3

I have a list of IP addresses in a df. These IP addresses are sent in GET requests to the ARIN database using requests, and I am interested in getting the organization or customer of that IP address. I am using a requests Session() inside of a requests-futures FuturesSession() to hopefully speed up the API calls. Here is the code:

s = requests.Session()
session = FuturesSession(session=s, max_workers=10)

def getIPAddressOrganization(IP_Address):
    url = 'https://whois.arin.net/rest/ip/' + IP_Address + '.json'
    request = session.get(url)
    response = request.result().json()
    try:
        organization = response['net']['orgRef']['@name']
    except KeyError:
        organization = response['net']['customerRef']['@name']
    return organization

df['organization'] = df['IP'].apply(getIPAddressOrganization)

Adding the regular requests Session() helped performance a lot, but the requests-futures FuturesSession() has not helped (likely due to my lack of knowledge).
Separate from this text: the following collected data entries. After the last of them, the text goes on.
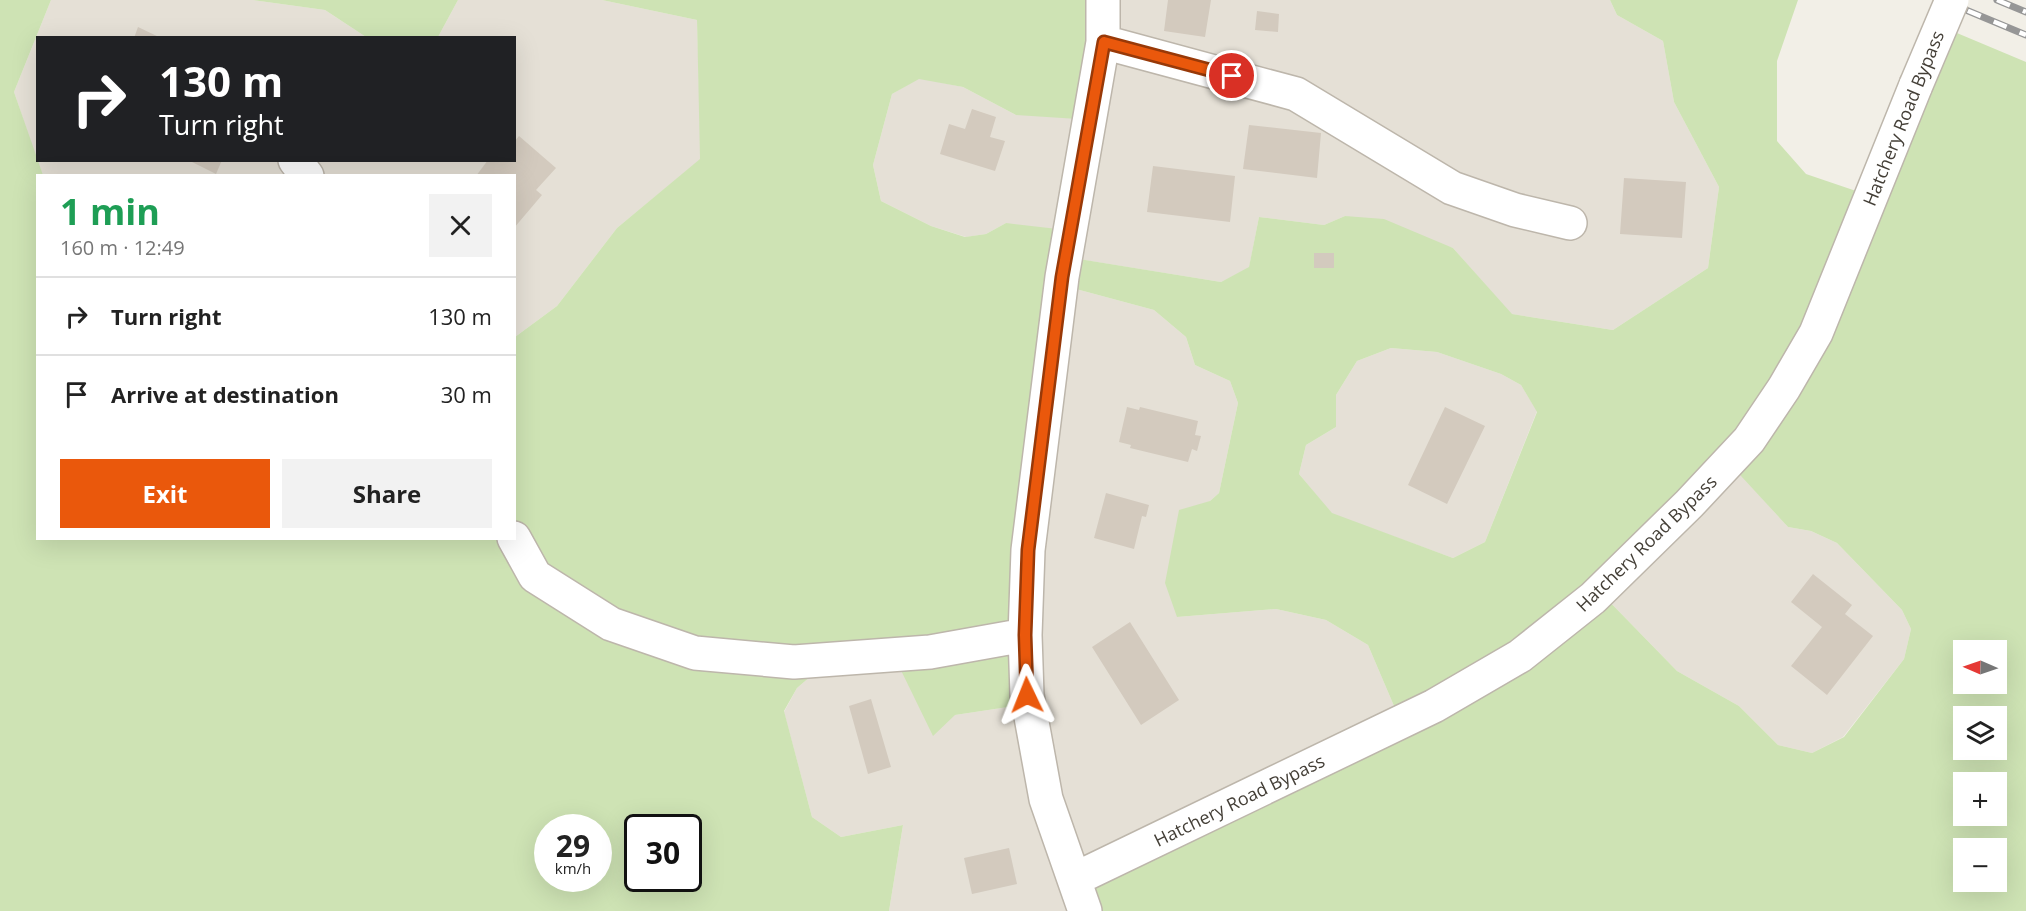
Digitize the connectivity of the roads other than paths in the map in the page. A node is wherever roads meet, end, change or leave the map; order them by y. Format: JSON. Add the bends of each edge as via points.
{"nodes":[{"id":1,"x":1103,"y":0,"type":"edge"},
{"id":2,"x":1952,"y":0,"type":"edge"},
{"id":3,"x":1104,"y":42,"type":"junction"},
{"id":4,"x":1570,"y":223,"type":"dead end"},
{"id":5,"x":515,"y":540,"type":"edge"},
{"id":6,"x":1025,"y":635,"type":"junction"},
{"id":7,"x":1075,"y":879,"type":"junction"},
{"id":8,"x":1085,"y":911,"type":"edge"}],
"edges":[{"from":1,"to":3,"type":"street"},
{"from":2,"to":7,"type":"street","name":"Hatchery Road Bypass","bridge":true,"via":[[1816,333],[1749,440],[1689,504],[1593,598],[1520,656],[1434,706]]},
{"from":3,"to":4,"type":"street","via":[[1296,94],[1452,188],[1515,210]]},
{"from":3,"to":6,"type":"street","via":[[1062,277],[1028,550]]},
{"from":5,"to":6,"type":"street","via":[[535,576],[601,618],[695,653],[794,662],[930,651]]},
{"from":6,"to":7,"type":"street","via":[[1027,695],[1046,799]]},
{"from":7,"to":8,"type":"street"}]}
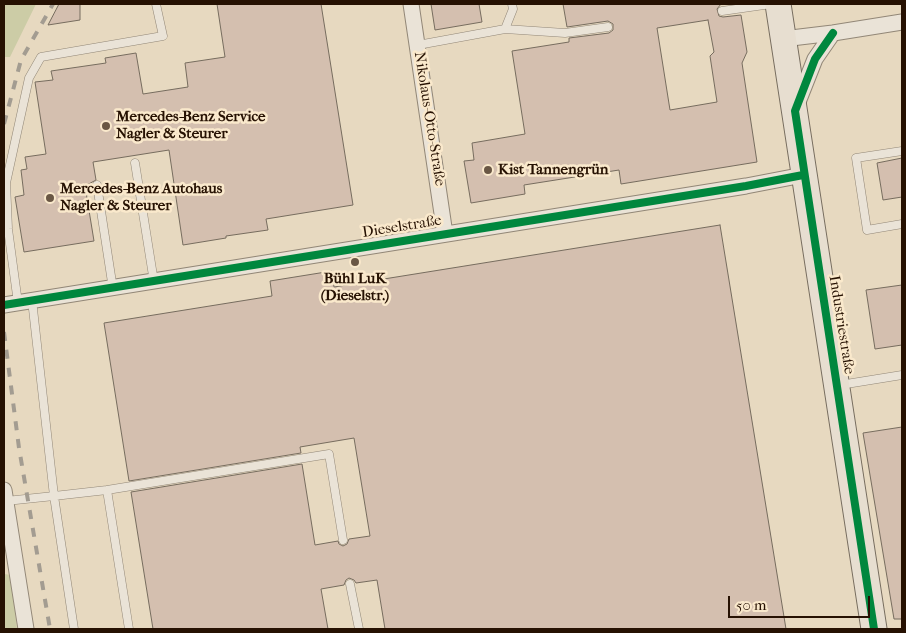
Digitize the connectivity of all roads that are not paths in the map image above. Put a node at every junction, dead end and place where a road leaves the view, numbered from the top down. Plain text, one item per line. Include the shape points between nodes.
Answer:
1 (156, 4) edge
2 (411, 4) edge
3 (512, 4) edge
4 (771, 4) edge
5 (778, 4) edge
6 (722, 11) dead end
7 (902, 22) edge
8 (608, 27) dead end
9 (506, 29) junction
10 (833, 33) junction
11 (783, 39) junction
12 (418, 45) junction
13 (794, 111) junction
14 (902, 150) edge
15 (135, 162) dead end
16 (803, 175) junction
17 (96, 185) dead end
18 (902, 224) edge
19 (445, 234) junction
20 (154, 282) junction
21 (113, 289) junction
22 (18, 303) edge
23 (902, 375) edge
24 (837, 385) junction
25 (107, 490) junction
26 (5, 496) edge
27 (54, 496) junction
28 (343, 540) dead end
29 (8, 548) edge
30 (350, 584) dead end
31 (26, 629) edge
32 (74, 629) edge
33 (129, 629) edge
34 (359, 629) edge
35 (874, 629) edge

1 - 22 lane via 163,36 41,58 30,78 6,183 8,229
2 - 12 street, Nikolaus-Otto-Straße
3 - 9 lane
4 - 6 lane
5 - 11 main road, Industriestraße
7 - 10 street
8 - 9 lane via 565,33
9 - 12 lane
10 - 11 street
10 - 13 street, Industriestraße via 815,59
11 - 13 main road, Industriestraße
12 - 19 street, Nikolaus-Otto-Straße
13 - 16 main road, Industriestraße
14 - 18 lane via 856,158 867,230
15 - 20 lane
16 - 19 street, Dieselstraße
16 - 24 main road, Industriestraße
17 - 21 lane
19 - 20 street, Dieselstraße
20 - 21 street, Dieselstraße
21 - 22 street, Dieselstraße
22 - 27 lane via 34,322
23 - 24 lane
24 - 35 main road, Industriestraße
25 - 27 lane
25 - 28 lane via 329,454
25 - 33 lane
26 - 27 lane
26 - 29 street
27 - 32 lane
29 - 31 street
30 - 34 lane

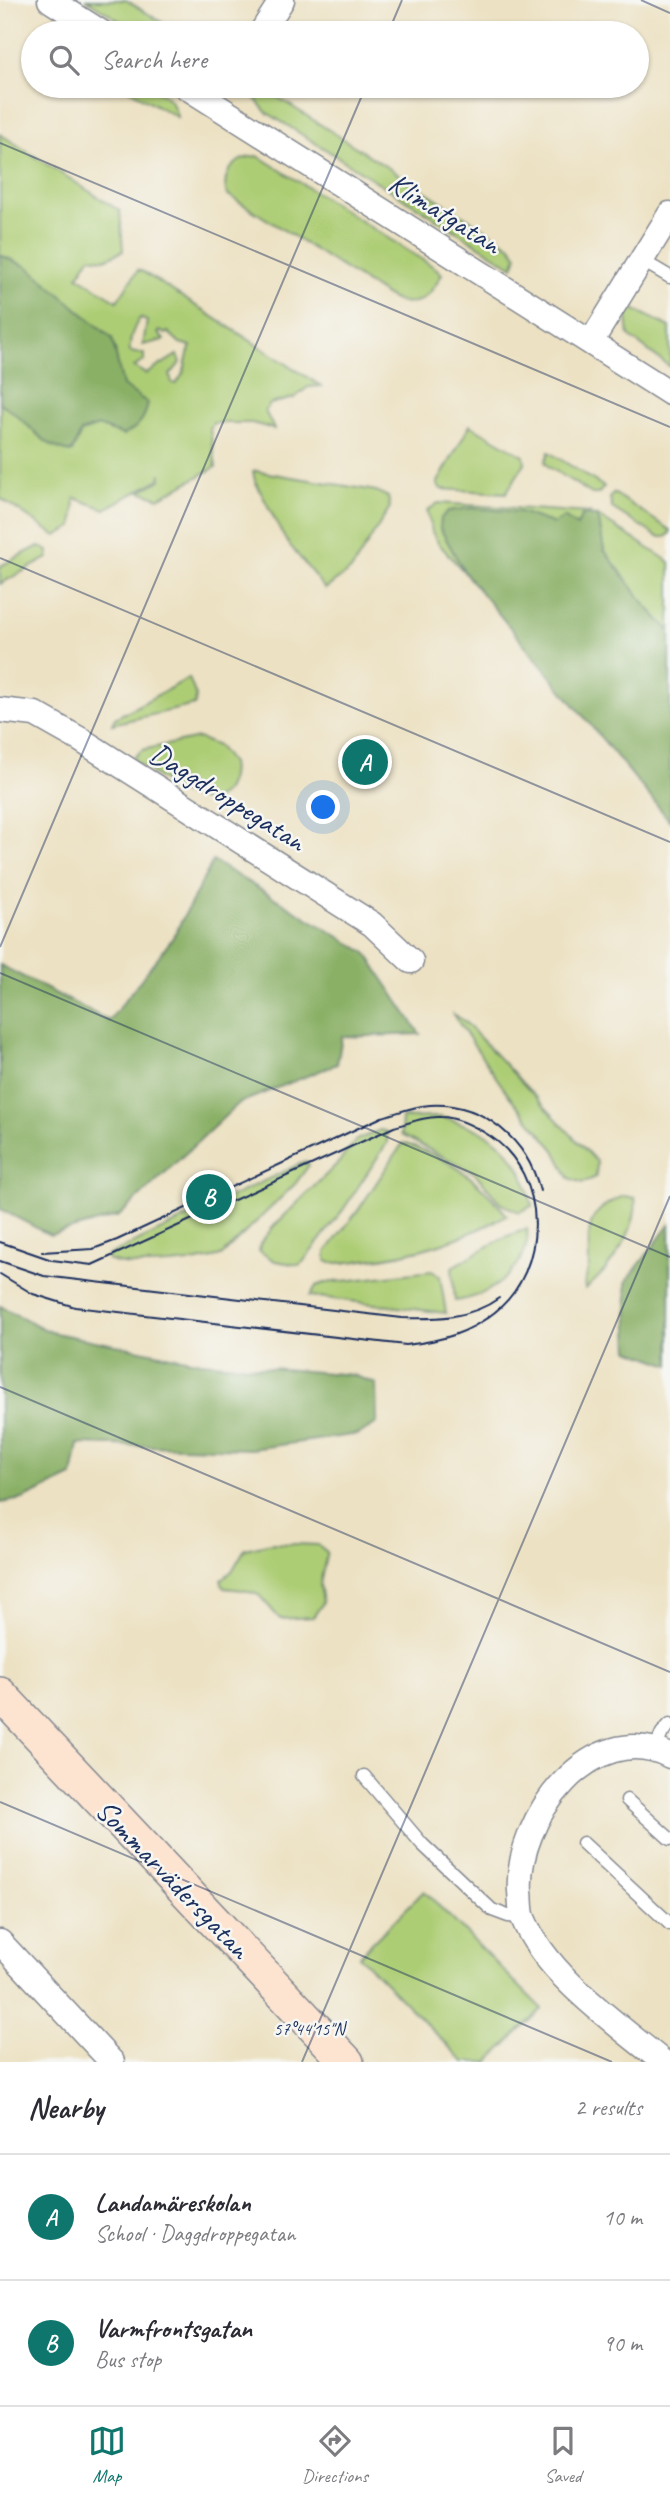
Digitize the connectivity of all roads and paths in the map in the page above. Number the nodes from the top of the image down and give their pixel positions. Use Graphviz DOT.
graph roads {
  1 [pos="50,0"];
  2 [pos="282,0"];
  3 [pos="84,21"];
  4 [pos="269,21"];
  5 [pos="224,98"];
  6 [pos="670,214"];
  7 [pos="641,260"];
  8 [pos="670,277"];
  9 [pos="591,342"];
  10 [pos="670,393"];
  11 [pos="0,710"];
  12 [pos="411,961"];
  13 [pos="0,1694"];
  14 [pos="670,1724"];
  15 [pos="663,1752"];
  16 [pos="364,1776"];
  17 [pos="627,1800"];
  18 [pos="670,1839"];
  19 [pos="583,1843"];
  20 [pos="522,1917"];
  21 [pos="670,1924"];
  22 [pos="0,1942"];
  23 [pos="344,2061"];
  24 [pos="112,2062"];
  25 [pos="663,2062"];
  1 -- 3 [label="street"];
  2 -- 4 [label="street"];
  5 -- 9 [label="street, Klimatgatan"];
  6 -- 7 [label="street"];
  7 -- 8 [label="lane"];
  7 -- 9 [label="street"];
  9 -- 10 [label="street, Klimatgatan"];
  11 -- 12 [label="street, Daggdroppegatan"];
  13 -- 23 [label="street, Sommarvädersgatan"];
  14 -- 15 [label="lane"];
  15 -- 20 [label="street"];
  16 -- 20 [label="lane"];
  17 -- 18 [label="lane"];
  19 -- 21 [label="lane"];
  20 -- 25 [label="street"];
  22 -- 24 [label="street"];
}
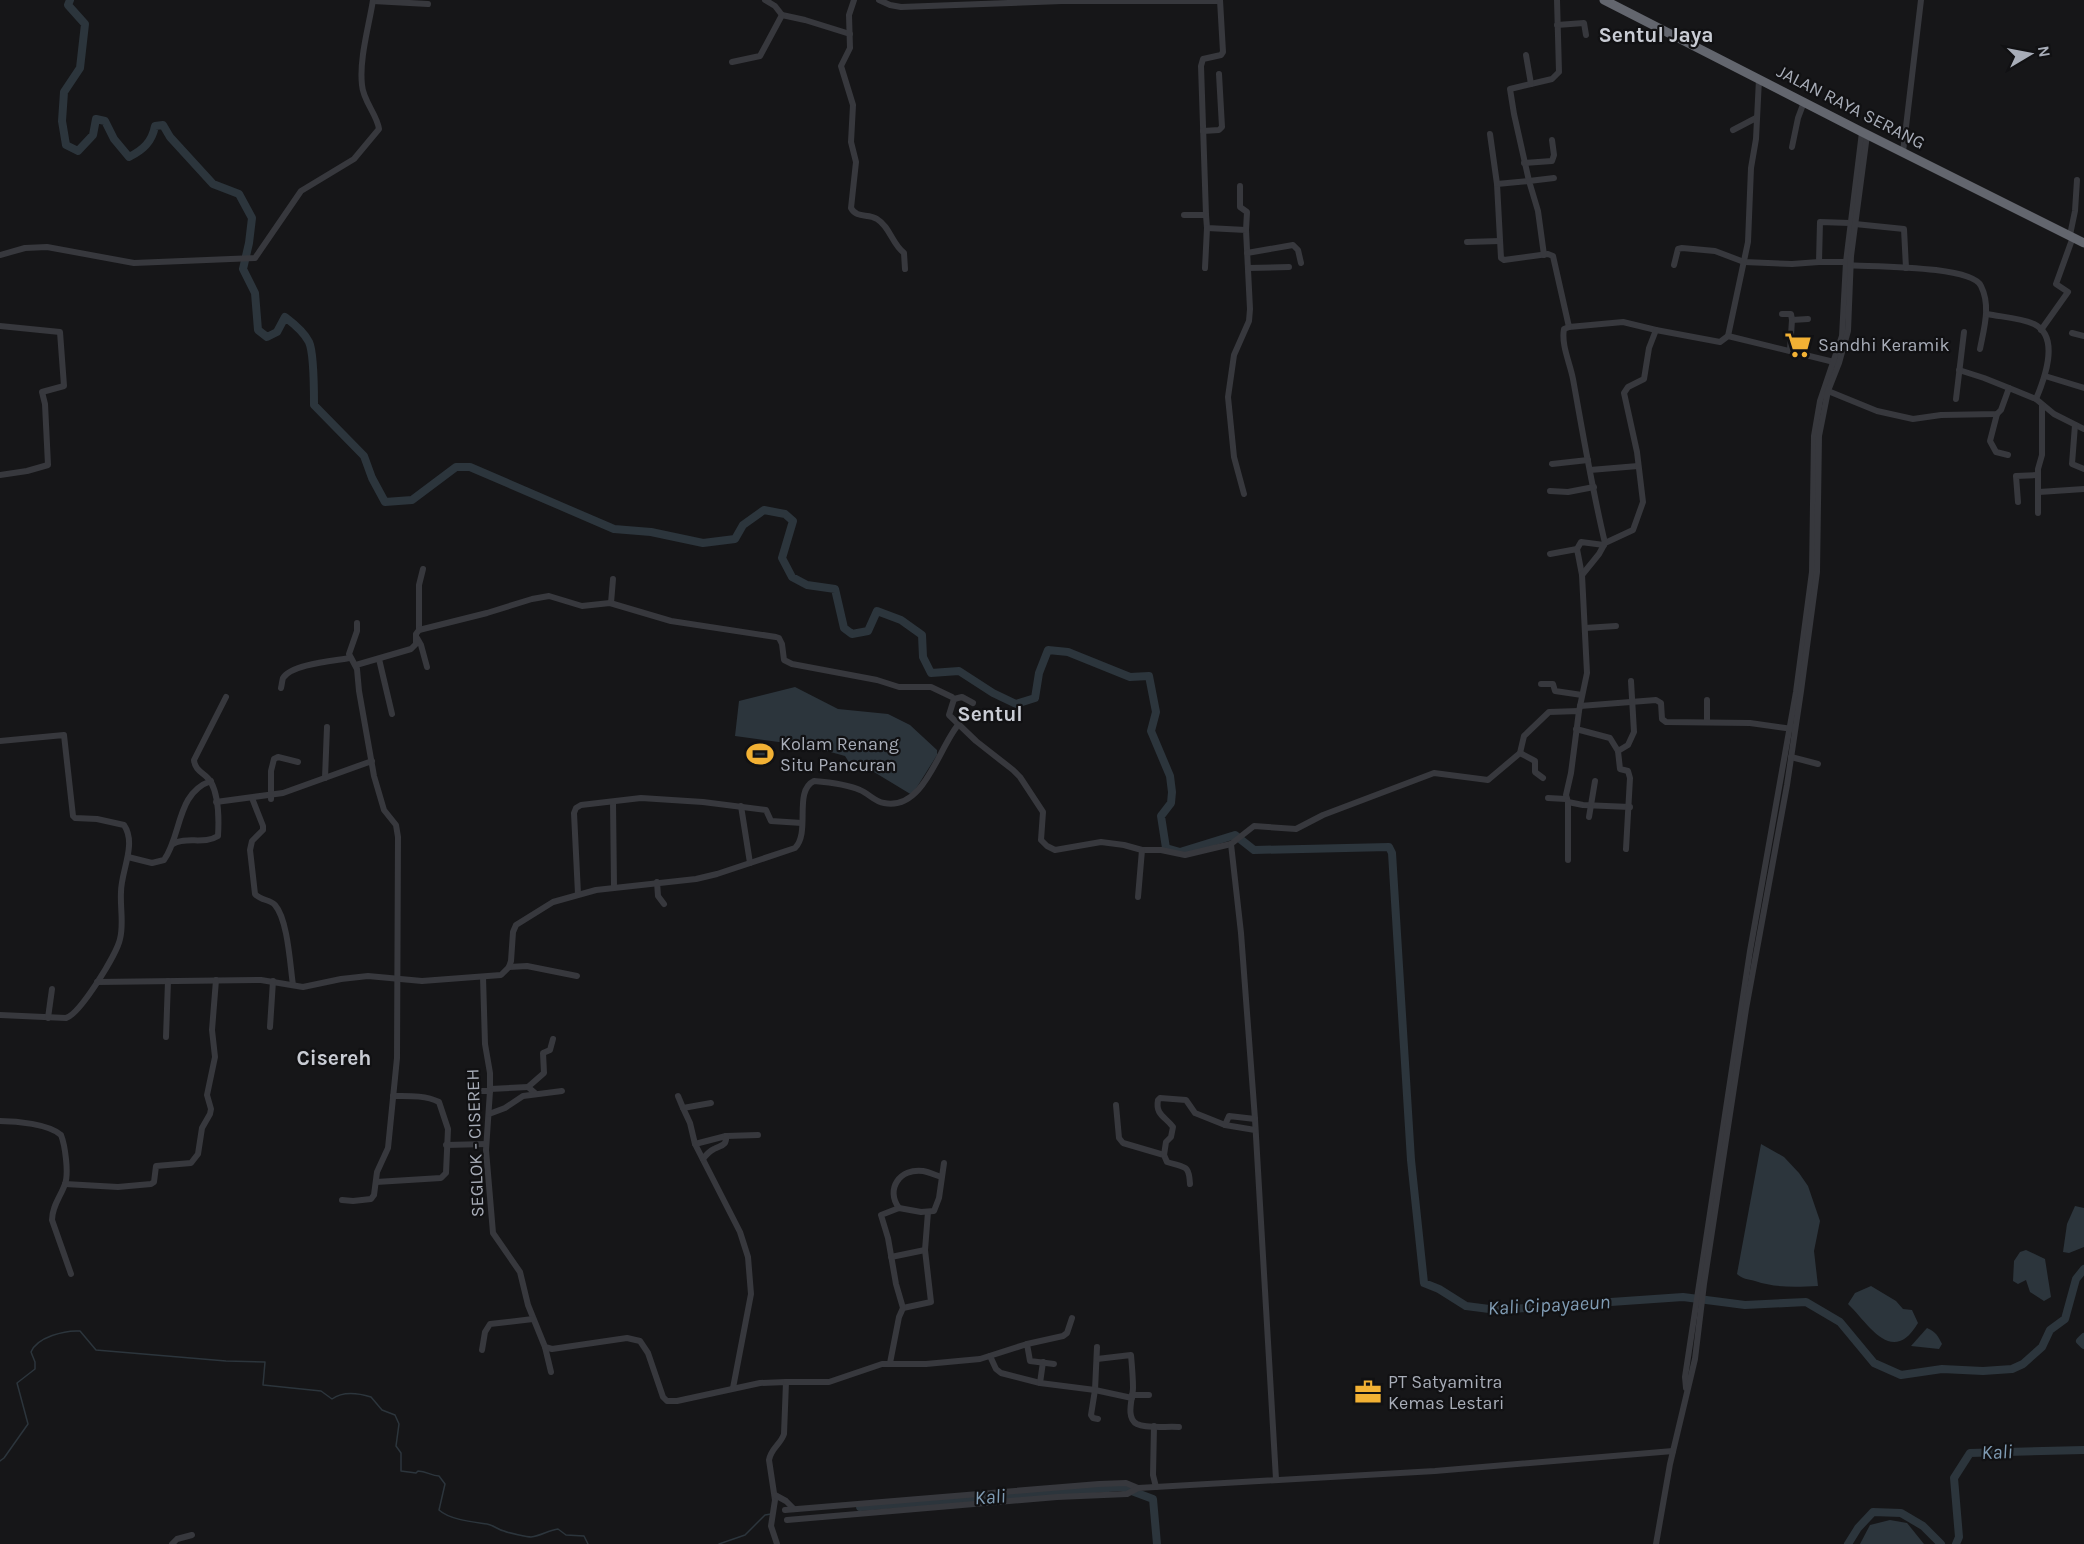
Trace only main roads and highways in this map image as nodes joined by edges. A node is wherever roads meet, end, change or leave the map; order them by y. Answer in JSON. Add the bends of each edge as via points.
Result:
{"nodes":[{"id":1,"x":1604,"y":0,"type":"edge"},
{"id":2,"x":2084,"y":243,"type":"edge"}],
"edges":[{"from":1,"to":2,"type":"highway","name":"JALAN RAYA SERANG"}]}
How should pandas apply() be used in tandem with requests-futures, and/or is there another option for speeding up API calls that could be more effective?

OverflowingTheGlass
  • 2,324
  • 1
  • 27
  • 75
  • When I need to download resources from a pandas dataframe, I'll use a column method, like df['column'].tolist() and set that equal to a variable, then I'll use threads or multiprocessing to efficiently make the requests and then map the result back into the dataframe. – jrjames83 Jan 18 '18 at 16:54
  • sounds like a decent option - could you please expound upon that? – OverflowingTheGlass Jan 18 '18 at 17:11
  • Right, I just meant, take the pandas column with all your org IPS, put it in a list. Process the list using requests futures, or the multiprocessing module using a strategy like this https://stackoverflow.com/questions/8640367/python-manager-dict-in-multiprocessing, incorporating a process safe dict to map the IP address to your JSON parsing fun and then in pandas, df['result'] = df['ip'].map(lambda x: mydict.get(x, None)) – jrjames83 Jan 18 '18 at 17:49
  • so it's not possible to multiprocess a df column? in other words, the requests futures really isn't doing anything in my current code? – OverflowingTheGlass Jan 18 '18 at 18:22
  • That's my thinking - pandas may not move to the next row until a value has been returned from the function called. – jrjames83 Jan 18 '18 at 18:45
  • An easy way to verify would be to write a stupid function that sleeps for 5 seconds and returns True, then run for a dataframe with 10 rows and see if it takes 50 seconds, etc... – jrjames83 Jan 18 '18 at 19:10

1 Answers1

0

This does not directly answer the question, but it shows that pandas' apply() function does indeed wait for the result of each API call and does not parallelize or optimize for IO time:

import time
import pandas as pd


df = pd.DataFrame(data=range(10))
start = time.perf_counter()
df.apply(lambda r: time.sleep(5), axis=1)
end = time.perf_counter() - start

print(f'total time: {end}')

total time: 50.05315346799034

Conclusion - perhaps it's best to consider an async IO approach

A tentative direction:

async def parallel_rest_calls(data: List):
    async with aiohttp.ClientSession() as session:
        tasks = []
        for ip in data:
            tasks.append(getIPAddressOrganization(session=session, ip)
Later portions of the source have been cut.